▸ ASSIGNMENT
Lines below containing the word "item" should be copied out.

▸ SUPPLIED RECORDS
* * *

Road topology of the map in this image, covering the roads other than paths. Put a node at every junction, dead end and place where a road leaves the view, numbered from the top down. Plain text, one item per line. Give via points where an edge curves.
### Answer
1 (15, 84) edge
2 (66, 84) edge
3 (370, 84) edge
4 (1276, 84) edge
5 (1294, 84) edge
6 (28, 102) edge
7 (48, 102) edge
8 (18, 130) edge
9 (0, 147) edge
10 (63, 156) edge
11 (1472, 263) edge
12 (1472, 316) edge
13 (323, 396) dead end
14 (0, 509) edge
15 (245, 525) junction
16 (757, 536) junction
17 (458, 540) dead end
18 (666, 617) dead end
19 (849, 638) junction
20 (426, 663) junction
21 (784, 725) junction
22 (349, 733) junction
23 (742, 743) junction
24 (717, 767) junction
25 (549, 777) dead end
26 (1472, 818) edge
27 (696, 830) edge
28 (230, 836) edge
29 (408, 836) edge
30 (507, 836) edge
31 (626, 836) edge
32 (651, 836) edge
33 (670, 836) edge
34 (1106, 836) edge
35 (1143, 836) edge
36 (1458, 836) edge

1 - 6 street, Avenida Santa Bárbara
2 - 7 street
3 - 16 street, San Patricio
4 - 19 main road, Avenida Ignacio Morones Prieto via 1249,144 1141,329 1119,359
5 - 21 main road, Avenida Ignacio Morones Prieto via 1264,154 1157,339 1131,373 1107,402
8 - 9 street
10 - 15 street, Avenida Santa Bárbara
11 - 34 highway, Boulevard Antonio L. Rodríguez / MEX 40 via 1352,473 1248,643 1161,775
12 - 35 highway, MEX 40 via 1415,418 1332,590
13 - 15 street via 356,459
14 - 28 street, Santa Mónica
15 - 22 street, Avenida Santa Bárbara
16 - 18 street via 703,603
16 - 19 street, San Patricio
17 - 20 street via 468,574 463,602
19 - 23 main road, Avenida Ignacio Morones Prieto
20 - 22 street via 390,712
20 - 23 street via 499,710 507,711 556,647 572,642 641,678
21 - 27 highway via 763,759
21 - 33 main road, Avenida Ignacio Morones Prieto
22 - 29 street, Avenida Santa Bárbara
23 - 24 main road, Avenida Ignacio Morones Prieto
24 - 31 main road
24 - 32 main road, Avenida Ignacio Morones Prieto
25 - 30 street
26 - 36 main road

* * *

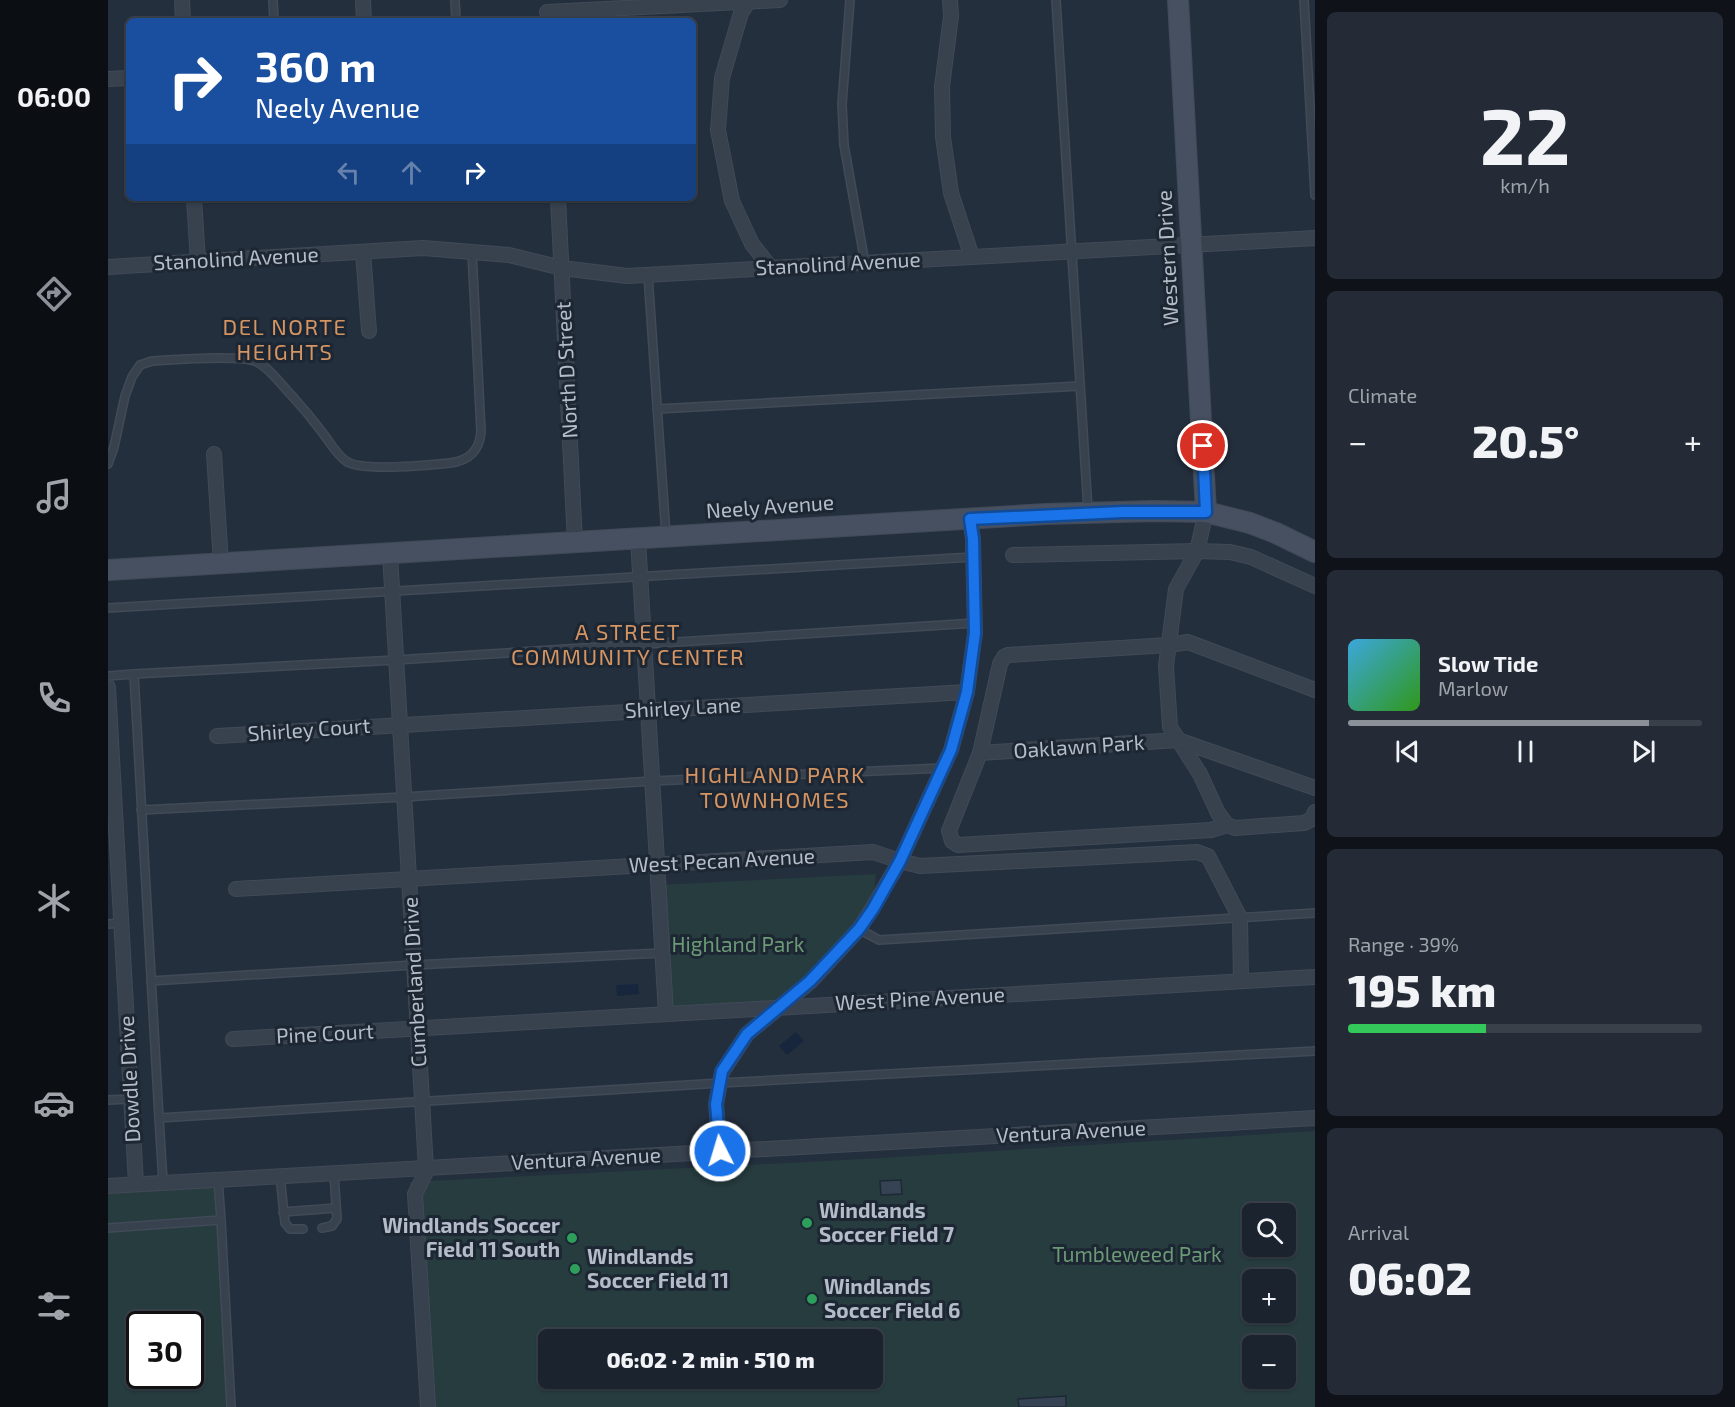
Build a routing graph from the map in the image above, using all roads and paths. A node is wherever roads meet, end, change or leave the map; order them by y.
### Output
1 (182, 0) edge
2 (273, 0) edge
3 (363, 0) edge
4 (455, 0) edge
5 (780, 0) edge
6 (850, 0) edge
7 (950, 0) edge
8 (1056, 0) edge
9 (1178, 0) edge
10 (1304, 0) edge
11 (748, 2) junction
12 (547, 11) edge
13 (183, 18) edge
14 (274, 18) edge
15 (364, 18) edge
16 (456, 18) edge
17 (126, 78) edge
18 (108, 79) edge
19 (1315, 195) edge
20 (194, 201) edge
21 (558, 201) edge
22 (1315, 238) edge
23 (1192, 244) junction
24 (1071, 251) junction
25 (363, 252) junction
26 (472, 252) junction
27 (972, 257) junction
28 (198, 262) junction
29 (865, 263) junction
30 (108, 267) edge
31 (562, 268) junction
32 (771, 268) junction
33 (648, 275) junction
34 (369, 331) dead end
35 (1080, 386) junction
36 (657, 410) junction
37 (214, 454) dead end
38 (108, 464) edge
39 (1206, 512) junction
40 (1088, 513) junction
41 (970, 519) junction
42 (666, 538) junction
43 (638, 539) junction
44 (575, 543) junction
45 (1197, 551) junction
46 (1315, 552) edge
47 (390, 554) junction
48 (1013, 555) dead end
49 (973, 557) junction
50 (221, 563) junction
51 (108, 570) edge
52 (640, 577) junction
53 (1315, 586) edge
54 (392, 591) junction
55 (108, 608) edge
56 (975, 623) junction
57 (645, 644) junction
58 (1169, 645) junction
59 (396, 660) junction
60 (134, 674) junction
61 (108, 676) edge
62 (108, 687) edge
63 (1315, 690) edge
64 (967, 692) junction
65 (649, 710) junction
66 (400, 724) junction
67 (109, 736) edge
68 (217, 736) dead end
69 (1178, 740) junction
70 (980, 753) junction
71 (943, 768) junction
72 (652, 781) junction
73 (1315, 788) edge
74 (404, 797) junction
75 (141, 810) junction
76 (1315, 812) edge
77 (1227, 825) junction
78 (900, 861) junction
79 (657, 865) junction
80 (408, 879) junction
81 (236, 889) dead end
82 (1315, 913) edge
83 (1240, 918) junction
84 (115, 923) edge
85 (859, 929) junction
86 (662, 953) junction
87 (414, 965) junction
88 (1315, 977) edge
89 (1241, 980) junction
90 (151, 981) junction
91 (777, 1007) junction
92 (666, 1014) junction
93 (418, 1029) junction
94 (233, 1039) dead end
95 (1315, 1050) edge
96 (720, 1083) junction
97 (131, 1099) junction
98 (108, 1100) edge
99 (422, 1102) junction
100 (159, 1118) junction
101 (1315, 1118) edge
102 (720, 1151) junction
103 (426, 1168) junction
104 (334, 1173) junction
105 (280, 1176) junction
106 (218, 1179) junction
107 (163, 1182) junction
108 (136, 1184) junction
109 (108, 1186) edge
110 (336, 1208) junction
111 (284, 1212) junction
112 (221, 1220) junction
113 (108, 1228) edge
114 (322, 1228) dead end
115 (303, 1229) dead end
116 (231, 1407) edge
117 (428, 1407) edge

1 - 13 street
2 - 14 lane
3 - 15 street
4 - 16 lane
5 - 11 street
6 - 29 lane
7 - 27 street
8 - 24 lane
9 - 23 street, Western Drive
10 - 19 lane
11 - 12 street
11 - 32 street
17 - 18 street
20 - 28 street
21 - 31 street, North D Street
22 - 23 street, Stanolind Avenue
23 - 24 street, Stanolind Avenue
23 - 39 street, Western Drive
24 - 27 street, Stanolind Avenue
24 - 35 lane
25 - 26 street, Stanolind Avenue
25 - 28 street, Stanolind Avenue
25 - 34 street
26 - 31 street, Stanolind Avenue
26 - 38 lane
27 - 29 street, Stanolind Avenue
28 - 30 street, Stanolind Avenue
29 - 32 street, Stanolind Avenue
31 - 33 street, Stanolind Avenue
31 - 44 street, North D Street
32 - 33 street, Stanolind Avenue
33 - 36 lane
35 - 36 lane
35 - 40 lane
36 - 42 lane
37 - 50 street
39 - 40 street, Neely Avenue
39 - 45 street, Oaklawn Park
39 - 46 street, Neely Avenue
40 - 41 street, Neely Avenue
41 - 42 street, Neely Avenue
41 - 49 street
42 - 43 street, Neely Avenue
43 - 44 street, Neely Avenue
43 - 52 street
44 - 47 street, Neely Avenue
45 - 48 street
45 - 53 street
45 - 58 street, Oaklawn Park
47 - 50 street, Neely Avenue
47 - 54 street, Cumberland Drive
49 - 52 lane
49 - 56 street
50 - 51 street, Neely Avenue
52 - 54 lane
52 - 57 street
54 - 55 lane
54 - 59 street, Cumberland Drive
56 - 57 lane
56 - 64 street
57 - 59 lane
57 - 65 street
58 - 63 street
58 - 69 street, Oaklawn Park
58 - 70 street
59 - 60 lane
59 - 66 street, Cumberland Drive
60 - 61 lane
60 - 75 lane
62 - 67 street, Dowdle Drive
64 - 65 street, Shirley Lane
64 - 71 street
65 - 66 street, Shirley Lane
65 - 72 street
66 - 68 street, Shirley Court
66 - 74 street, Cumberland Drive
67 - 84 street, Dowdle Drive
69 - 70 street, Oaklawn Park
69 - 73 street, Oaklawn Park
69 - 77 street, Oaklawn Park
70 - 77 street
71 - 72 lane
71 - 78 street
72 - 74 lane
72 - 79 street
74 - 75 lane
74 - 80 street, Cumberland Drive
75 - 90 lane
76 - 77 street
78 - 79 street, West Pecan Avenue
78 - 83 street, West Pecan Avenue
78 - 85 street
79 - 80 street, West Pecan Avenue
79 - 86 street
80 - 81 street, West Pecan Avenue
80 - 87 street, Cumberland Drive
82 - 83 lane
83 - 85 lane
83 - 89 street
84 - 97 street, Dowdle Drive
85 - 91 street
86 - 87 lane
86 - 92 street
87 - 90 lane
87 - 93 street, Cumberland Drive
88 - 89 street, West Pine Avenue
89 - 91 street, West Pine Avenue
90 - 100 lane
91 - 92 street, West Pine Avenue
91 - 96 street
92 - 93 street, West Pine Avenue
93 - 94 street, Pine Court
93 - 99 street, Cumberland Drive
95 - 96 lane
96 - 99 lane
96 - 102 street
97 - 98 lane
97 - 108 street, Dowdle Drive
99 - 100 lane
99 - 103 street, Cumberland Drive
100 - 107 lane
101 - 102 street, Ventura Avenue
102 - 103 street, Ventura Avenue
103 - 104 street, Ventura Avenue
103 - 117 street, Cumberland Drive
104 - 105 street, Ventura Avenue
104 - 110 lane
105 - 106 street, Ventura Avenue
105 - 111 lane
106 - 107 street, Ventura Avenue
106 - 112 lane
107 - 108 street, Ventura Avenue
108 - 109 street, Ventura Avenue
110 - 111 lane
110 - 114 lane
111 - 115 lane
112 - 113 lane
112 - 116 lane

* * *

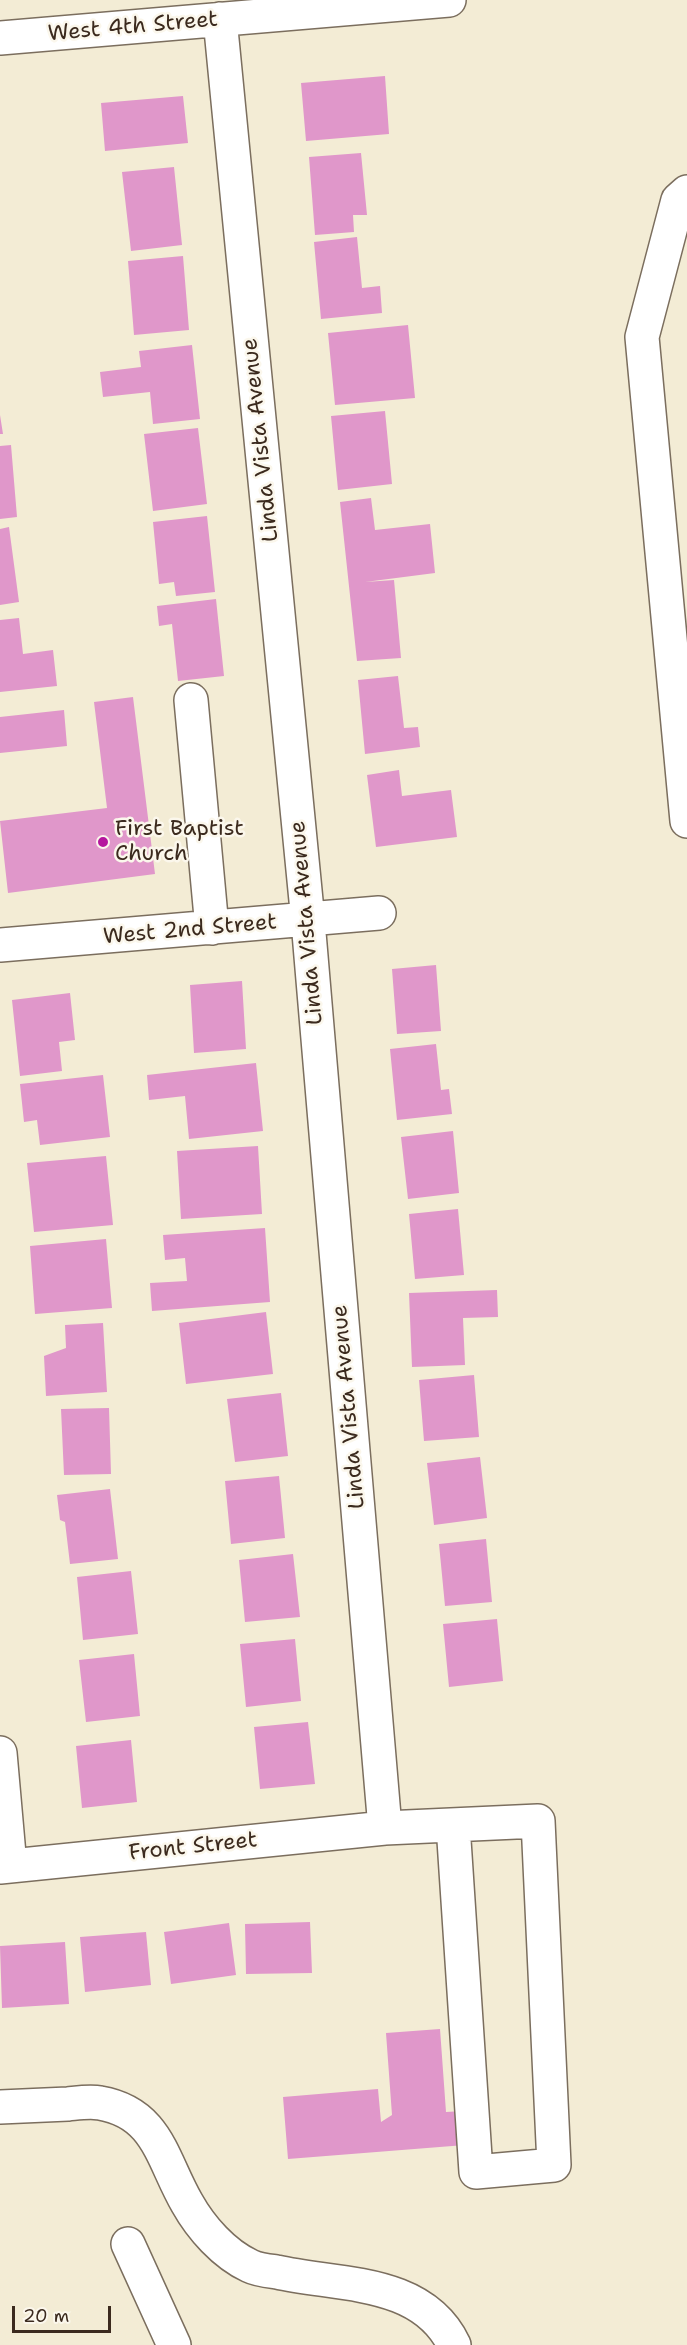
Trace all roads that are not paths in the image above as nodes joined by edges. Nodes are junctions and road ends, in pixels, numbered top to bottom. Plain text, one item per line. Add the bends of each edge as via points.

* * *

▸ TASK RESULT
Road topology of the map in this image, covering the roads other than paths. Put a node at every junction, dead end and place where a road leaves the view, numbered from the top down. Plain text, one item per line. Give via points where an edge curves.
Trace all roads that are not paths in the image above as nodes joined by edges. Nodes are junctions and road ends, in pixels, numbered top to bottom. Plain text, one item per line. Add the bends of each edge as via points.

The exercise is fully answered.